Cette question agite la communauté des juristes depuis un certain temps avec différentes décisions contradictoires.

L’arrêt de l’assemblée plénière rendu le 7 novembre 2022 par la Cour de cassation sous le numéro de pourvoi n° 21-83.146 était très attendu.

La réponse donnée par la cour de cassation est positive.

La réponse était loin d’être évidente et la question est actuellement en cours d’examen devant la Cour Européenne des Droits de l’Homme dans une affaire Lamin MINTEH contre la France.

Pourquoi cette question a-t-elle suscité de si nombreux débats ?

L’obligation de communiquer le code de déverrouillage de son téléphone portable invoquée par le Parquet pour poursuivre les personnes mises en cause dans une enquête pénale se fonde sur les dispositions de l’article 434-15-2 du Code Pénal.

Le texte de cet article est le suivant  « Est puni de trois ans d'emprisonnement et de 270 000€ d'amende le fait, pour quiconque ayant connaissance de la convention secrète de déchiffrement d'un moyen de cryptologie susceptible d'avoir été utilisé pour préparer, faciliter ou commettre un crime ou un délit, de refuser de remettre ladite convention aux autorités judiciaires ou de la mettre en œuvre, sur les réquisitions de ces autorités délivrées en application des titres II et III du livre Ier du code de procédure pénale.

Si le refus est opposé alors que la remise ou la mise en œuvre de la convention aurait permis d'éviter la commission d'un crime ou d'un délit ou d'en limiter les effets, la peine est portée à cinq ans d'emprisonnement et à 450 000 € d'amende. »

Cet article a été modifié par une loi du 05 juin 2016 relative à la lutte contre le crime organisé, le terrorisme et leur financement.

Cet article a été créé après les attentats du 11 septembre 2001 aux Etats-Unis, dans le cadre de réformes destiénes à lutter contre le terrorisme.

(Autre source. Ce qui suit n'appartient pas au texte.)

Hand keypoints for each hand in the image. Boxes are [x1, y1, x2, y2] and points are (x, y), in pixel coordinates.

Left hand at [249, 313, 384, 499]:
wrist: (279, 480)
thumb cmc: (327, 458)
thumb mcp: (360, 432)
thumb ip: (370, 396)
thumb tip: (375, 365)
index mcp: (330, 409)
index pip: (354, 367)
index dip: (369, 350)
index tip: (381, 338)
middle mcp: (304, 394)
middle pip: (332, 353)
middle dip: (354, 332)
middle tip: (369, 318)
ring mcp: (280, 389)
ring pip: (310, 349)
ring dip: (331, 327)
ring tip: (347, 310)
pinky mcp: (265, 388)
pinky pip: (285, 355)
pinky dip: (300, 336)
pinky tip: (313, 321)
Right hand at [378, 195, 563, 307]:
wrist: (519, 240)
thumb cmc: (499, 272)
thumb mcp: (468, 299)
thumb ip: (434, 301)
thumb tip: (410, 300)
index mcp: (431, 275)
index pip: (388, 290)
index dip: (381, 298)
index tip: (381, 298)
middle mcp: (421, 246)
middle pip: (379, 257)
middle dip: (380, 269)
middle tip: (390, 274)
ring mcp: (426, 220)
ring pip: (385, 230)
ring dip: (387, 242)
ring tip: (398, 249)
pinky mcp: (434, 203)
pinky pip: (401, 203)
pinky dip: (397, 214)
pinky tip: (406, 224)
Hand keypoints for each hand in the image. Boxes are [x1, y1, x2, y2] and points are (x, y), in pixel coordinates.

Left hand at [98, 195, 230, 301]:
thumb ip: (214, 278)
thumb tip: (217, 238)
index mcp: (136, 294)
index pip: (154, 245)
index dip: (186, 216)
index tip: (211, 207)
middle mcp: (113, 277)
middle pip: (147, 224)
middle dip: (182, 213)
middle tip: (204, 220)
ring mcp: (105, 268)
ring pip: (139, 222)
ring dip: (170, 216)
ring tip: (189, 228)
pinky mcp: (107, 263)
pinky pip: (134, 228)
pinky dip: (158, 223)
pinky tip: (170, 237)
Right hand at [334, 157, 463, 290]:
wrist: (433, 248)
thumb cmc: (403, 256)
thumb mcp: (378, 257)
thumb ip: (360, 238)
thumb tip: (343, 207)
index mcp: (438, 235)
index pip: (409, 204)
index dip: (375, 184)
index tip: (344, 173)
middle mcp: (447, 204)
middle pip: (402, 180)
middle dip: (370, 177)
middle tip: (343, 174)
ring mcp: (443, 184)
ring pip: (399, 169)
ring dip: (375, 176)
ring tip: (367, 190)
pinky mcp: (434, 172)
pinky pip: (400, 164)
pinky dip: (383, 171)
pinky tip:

A l’époque les téléphones portables tels que nous les connaissons n’existaient pas. Il était donc impossible que le législateur ait prévu une disposition s’appliquant à nos actuels smartphones.

Les textes de droit pénal sont d’interprétation stricte et un débat est apparu sur l’application de ce texte, même modifié, à tous les téléphones portables alors qu’initialement ce texte a été créé pour les supports informatiques cryptés ;

D’autres arguments ont été avancés, notamment le droit de ne pas s’auto-incriminer, qui se traduit par le droit de garder le silence. en communiquant le code ne s'agit-il pas d'un acte d'auto-incrimination ?

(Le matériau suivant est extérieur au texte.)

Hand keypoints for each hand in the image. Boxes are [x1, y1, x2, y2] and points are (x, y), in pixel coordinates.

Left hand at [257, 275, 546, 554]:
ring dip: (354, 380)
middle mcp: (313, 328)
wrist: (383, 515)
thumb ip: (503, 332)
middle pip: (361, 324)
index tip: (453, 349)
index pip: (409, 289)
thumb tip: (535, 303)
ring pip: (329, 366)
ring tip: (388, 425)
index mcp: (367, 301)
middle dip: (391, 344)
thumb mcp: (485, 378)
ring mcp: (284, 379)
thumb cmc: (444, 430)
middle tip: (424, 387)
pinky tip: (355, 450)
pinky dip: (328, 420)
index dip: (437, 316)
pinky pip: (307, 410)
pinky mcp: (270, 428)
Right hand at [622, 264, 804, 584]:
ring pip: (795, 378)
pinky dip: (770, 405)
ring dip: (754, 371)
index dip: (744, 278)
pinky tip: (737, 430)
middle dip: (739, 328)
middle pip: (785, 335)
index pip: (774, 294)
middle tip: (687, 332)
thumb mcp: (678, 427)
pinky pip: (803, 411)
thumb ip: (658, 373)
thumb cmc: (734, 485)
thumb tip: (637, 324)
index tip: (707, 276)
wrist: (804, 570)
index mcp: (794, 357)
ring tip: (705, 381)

La procédure qui a donné lieu à cet arrêt de l’assemblée plénière a été longue, avec un premier arrêt de la Cour de cassation auquel la Cour d'Appel de DOUAI a résisté en relaxé le prévenu de cette infraction.

La Cour d'Appel de DOUAI, avait considéré que « le code de déverrouillage d'un smartphone n'est pas une convention secrète de chiffrement sans effectuer l'analyse des caractéristiques techniques du téléphone concerné I-phone 4 »

Le Procureur Général a formé un pourvoi contre cet arrêt et la Cour de cassation, réunie en assemblée plénière a censuré cette décision.

La cour de cassation vise les articles 434-15-2 du code pénal et 29 de la loi n° 2004-575 du 21 juin 2004 pour la confiance dans l'économie numérique.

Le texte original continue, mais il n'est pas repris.